▸ **TASK DETAILS**
Retype all the records with nothing changed.
══════
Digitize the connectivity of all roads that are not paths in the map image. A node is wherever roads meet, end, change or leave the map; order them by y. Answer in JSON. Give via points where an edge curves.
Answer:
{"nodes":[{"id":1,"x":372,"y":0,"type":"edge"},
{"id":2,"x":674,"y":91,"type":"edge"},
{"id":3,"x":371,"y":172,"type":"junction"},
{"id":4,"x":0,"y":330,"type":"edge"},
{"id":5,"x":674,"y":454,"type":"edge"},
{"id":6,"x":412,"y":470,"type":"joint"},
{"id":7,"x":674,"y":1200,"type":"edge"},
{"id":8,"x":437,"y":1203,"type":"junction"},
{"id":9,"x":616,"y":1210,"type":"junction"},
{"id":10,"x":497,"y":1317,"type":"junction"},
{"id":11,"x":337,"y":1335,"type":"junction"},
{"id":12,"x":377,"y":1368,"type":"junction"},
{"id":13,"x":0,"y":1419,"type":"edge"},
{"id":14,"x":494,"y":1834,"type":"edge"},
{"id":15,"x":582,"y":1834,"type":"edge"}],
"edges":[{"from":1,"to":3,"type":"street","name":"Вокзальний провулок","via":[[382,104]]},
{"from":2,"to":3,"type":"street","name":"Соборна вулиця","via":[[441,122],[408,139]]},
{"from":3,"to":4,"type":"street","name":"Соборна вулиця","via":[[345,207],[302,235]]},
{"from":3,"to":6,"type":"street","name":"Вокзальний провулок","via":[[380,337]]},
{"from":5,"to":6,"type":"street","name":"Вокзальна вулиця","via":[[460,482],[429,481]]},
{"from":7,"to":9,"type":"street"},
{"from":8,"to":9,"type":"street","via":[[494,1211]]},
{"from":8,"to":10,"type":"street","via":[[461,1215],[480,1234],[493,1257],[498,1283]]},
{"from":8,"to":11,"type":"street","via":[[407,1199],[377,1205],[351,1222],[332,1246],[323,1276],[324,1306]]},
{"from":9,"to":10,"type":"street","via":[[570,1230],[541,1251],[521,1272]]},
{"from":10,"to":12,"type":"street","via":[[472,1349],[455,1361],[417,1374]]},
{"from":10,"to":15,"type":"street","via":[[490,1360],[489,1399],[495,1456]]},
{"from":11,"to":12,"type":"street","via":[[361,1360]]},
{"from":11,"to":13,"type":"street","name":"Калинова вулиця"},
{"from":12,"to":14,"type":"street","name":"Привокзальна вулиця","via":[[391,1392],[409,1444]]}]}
══════
▸ **RESPONSE TO THE TASK**
Digitize the connectivity of all roads that are not paths in the map image. A node is wherever roads meet, end, change or leave the map; order them by y. Answer in JSON. Give via points where an edge curves.
Answer:
{"nodes":[{"id":1,"x":372,"y":0,"type":"edge"},
{"id":2,"x":674,"y":91,"type":"edge"},
{"id":3,"x":371,"y":172,"type":"junction"},
{"id":4,"x":0,"y":330,"type":"edge"},
{"id":5,"x":674,"y":454,"type":"edge"},
{"id":6,"x":412,"y":470,"type":"joint"},
{"id":7,"x":674,"y":1200,"type":"edge"},
{"id":8,"x":437,"y":1203,"type":"junction"},
{"id":9,"x":616,"y":1210,"type":"junction"},
{"id":10,"x":497,"y":1317,"type":"junction"},
{"id":11,"x":337,"y":1335,"type":"junction"},
{"id":12,"x":377,"y":1368,"type":"junction"},
{"id":13,"x":0,"y":1419,"type":"edge"},
{"id":14,"x":494,"y":1834,"type":"edge"},
{"id":15,"x":582,"y":1834,"type":"edge"}],
"edges":[{"from":1,"to":3,"type":"street","name":"Вокзальний провулок","via":[[382,104]]},
{"from":2,"to":3,"type":"street","name":"Соборна вулиця","via":[[441,122],[408,139]]},
{"from":3,"to":4,"type":"street","name":"Соборна вулиця","via":[[345,207],[302,235]]},
{"from":3,"to":6,"type":"street","name":"Вокзальний провулок","via":[[380,337]]},
{"from":5,"to":6,"type":"street","name":"Вокзальна вулиця","via":[[460,482],[429,481]]},
{"from":7,"to":9,"type":"street"},
{"from":8,"to":9,"type":"street","via":[[494,1211]]},
{"from":8,"to":10,"type":"street","via":[[461,1215],[480,1234],[493,1257],[498,1283]]},
{"from":8,"to":11,"type":"street","via":[[407,1199],[377,1205],[351,1222],[332,1246],[323,1276],[324,1306]]},
{"from":9,"to":10,"type":"street","via":[[570,1230],[541,1251],[521,1272]]},
{"from":10,"to":12,"type":"street","via":[[472,1349],[455,1361],[417,1374]]},
{"from":10,"to":15,"type":"street","via":[[490,1360],[489,1399],[495,1456]]},
{"from":11,"to":12,"type":"street","via":[[361,1360]]},
{"from":11,"to":13,"type":"street","name":"Калинова вулиця"},
{"from":12,"to":14,"type":"street","name":"Привокзальна вулиця","via":[[391,1392],[409,1444]]}]}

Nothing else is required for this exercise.